Segment Start: RECORDS SUPPLIED

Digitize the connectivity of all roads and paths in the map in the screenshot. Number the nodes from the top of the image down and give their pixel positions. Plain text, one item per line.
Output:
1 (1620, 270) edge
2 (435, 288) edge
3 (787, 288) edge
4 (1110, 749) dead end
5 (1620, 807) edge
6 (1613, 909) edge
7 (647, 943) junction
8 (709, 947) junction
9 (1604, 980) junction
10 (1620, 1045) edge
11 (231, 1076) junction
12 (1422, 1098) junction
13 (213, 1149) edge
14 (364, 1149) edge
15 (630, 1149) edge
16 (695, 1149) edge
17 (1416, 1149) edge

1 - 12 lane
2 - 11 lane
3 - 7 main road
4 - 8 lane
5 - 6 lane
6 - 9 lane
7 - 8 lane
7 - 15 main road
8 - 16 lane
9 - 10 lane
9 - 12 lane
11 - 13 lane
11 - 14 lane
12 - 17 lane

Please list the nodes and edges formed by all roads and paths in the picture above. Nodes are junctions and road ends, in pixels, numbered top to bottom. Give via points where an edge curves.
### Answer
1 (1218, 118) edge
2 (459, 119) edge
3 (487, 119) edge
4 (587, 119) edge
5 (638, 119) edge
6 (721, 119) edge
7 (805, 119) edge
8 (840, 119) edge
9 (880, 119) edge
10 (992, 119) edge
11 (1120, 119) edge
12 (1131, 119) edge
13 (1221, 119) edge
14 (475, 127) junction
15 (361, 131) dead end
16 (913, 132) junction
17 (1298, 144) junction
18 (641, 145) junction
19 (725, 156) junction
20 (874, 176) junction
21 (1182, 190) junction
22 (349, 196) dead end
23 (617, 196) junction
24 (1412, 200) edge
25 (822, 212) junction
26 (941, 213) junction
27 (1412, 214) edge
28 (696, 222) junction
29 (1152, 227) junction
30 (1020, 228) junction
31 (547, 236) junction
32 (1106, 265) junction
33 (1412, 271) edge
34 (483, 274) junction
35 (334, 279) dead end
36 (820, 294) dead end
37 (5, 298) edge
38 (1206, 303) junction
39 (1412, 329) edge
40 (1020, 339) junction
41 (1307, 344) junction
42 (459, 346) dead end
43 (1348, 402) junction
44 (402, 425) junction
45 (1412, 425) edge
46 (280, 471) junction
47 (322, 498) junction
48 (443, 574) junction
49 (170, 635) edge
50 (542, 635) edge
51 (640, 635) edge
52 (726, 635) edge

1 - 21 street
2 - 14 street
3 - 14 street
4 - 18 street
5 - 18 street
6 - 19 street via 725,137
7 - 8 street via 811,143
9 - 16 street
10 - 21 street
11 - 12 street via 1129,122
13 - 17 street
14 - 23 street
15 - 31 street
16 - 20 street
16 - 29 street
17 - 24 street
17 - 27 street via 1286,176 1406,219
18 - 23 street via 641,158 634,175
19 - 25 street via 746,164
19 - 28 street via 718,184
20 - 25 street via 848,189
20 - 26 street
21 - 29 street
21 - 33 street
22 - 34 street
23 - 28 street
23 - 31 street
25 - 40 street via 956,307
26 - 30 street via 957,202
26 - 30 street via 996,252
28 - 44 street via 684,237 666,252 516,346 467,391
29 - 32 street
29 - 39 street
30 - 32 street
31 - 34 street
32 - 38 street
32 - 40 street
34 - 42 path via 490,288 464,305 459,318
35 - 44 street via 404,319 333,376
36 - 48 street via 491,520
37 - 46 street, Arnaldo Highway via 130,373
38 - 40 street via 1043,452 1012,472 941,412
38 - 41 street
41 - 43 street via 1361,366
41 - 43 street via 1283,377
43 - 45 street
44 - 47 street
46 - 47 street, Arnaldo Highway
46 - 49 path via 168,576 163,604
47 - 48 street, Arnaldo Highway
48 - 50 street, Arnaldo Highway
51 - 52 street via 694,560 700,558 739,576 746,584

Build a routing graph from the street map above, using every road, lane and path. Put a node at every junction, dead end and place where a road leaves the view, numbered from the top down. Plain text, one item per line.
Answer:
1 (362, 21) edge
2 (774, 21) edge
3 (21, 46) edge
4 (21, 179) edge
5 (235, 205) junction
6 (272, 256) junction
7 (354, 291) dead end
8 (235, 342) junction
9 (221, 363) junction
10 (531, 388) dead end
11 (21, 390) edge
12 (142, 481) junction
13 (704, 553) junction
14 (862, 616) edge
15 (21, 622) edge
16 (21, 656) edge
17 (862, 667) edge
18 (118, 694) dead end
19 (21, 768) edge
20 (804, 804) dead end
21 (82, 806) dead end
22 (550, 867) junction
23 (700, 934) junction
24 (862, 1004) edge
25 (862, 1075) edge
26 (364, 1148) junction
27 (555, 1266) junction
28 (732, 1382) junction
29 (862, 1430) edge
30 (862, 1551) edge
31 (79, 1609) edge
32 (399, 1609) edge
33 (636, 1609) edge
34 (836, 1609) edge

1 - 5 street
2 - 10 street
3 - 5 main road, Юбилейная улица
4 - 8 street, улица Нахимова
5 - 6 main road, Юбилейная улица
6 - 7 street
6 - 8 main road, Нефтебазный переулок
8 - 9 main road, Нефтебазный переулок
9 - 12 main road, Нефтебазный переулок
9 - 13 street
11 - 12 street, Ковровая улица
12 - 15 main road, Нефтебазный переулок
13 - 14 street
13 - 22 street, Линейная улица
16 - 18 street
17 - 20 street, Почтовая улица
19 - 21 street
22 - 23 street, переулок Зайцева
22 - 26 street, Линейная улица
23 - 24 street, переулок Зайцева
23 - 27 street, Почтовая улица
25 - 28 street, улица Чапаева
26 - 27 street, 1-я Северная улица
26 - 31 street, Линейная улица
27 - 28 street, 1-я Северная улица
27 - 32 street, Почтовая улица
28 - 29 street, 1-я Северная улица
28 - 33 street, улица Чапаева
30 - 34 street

Segment End: RECORDS SUPPLIED

■ DIRECTIONS FOR THIS TASK: Reply with the number of lines in the data that include the string "Чапаева" and nothing else.

■ PROBLEM SOLUTION: 2